* _Activity_
Take each line of the records below that contains the string "Vicente" and copy it.

* _Listed records_
-*-*-
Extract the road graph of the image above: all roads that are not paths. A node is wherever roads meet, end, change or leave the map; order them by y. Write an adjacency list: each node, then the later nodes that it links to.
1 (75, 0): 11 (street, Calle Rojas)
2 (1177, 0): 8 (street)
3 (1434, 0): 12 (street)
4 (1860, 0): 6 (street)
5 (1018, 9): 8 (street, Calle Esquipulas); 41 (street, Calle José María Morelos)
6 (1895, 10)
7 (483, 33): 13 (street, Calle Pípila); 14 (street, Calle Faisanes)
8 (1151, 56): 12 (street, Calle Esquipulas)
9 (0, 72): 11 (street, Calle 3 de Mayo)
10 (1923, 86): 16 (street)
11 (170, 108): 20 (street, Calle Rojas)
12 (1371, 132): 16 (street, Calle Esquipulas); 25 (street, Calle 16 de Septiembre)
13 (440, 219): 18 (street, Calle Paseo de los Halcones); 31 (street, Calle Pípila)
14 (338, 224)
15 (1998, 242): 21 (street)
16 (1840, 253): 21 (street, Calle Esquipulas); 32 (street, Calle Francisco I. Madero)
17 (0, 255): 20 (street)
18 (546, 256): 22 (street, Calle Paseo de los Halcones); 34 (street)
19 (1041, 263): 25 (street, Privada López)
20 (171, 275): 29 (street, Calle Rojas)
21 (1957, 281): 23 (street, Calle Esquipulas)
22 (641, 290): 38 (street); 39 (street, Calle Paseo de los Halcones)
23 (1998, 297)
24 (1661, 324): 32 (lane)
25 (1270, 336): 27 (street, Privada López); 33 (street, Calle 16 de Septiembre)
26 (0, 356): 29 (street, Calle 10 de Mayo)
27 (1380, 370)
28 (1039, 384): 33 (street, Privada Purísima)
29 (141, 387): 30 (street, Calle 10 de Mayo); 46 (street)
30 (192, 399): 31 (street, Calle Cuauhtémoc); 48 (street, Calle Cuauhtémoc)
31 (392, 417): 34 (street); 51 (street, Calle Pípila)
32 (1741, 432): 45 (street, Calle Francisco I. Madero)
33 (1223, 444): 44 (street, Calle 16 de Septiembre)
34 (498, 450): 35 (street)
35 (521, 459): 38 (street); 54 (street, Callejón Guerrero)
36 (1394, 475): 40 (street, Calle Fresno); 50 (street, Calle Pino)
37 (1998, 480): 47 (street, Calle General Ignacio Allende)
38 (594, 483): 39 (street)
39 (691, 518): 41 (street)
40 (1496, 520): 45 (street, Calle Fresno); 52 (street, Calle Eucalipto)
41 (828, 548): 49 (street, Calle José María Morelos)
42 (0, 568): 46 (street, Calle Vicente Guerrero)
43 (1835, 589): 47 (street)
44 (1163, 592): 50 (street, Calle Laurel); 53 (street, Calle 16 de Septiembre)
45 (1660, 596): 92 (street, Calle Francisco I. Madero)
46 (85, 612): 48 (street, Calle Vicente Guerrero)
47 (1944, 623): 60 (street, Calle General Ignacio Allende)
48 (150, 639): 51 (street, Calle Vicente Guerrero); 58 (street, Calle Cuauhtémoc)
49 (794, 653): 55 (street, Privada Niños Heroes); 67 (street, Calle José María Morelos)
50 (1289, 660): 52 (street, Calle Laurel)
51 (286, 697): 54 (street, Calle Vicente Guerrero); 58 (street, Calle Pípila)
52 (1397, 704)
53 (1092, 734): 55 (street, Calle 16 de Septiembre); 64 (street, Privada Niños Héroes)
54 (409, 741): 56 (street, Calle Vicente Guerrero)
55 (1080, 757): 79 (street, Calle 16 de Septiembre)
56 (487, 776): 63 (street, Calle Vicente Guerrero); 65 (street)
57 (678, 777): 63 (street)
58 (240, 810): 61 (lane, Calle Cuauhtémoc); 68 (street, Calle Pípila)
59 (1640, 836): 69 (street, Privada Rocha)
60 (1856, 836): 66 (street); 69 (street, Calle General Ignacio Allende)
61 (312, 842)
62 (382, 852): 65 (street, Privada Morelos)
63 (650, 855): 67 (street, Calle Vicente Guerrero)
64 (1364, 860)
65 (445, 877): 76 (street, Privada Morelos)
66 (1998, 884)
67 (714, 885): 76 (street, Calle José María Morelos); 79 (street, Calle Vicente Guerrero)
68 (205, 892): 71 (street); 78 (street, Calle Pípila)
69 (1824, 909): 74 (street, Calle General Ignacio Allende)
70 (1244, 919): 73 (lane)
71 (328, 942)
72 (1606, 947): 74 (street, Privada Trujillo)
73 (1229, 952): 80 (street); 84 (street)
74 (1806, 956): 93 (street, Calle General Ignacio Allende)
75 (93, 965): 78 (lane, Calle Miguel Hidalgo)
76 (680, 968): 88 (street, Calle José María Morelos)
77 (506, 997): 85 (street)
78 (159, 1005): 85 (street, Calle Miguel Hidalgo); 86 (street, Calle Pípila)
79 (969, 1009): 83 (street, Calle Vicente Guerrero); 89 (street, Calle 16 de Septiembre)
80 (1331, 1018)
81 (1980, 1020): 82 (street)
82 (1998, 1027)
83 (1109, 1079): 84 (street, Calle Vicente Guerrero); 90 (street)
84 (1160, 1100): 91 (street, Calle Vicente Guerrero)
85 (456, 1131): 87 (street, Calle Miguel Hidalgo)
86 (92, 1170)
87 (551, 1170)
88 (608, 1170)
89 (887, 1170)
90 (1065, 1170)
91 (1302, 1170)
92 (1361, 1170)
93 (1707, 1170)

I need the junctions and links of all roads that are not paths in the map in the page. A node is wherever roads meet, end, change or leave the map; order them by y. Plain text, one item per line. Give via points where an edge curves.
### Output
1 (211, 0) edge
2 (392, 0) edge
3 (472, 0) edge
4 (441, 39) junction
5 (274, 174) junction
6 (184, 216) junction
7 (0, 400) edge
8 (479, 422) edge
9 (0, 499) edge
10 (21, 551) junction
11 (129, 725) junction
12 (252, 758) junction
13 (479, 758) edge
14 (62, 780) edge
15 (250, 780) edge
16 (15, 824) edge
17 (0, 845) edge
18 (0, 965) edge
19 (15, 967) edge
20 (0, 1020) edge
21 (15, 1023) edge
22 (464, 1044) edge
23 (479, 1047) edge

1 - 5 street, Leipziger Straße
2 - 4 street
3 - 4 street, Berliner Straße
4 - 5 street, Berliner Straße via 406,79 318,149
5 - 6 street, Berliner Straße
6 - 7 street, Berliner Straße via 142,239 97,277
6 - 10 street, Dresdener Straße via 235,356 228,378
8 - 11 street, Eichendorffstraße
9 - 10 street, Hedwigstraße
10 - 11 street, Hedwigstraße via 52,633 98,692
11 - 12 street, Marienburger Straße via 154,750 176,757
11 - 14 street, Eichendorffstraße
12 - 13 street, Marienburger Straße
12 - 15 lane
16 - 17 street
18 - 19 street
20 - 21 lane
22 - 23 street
-*-*-
* _Output of the task_
42 (0, 568): 46 (street, Calle Vicente Guerrero)
46 (85, 612): 48 (street, Calle Vicente Guerrero)
48 (150, 639): 51 (street, Calle Vicente Guerrero); 58 (street, Calle Cuauhtémoc)
51 (286, 697): 54 (street, Calle Vicente Guerrero); 58 (street, Calle Pípila)
54 (409, 741): 56 (street, Calle Vicente Guerrero)
56 (487, 776): 63 (street, Calle Vicente Guerrero); 65 (street)
63 (650, 855): 67 (street, Calle Vicente Guerrero)
67 (714, 885): 76 (street, Calle José María Morelos); 79 (street, Calle Vicente Guerrero)
79 (969, 1009): 83 (street, Calle Vicente Guerrero); 89 (street, Calle 16 de Septiembre)
83 (1109, 1079): 84 (street, Calle Vicente Guerrero); 90 (street)
84 (1160, 1100): 91 (street, Calle Vicente Guerrero)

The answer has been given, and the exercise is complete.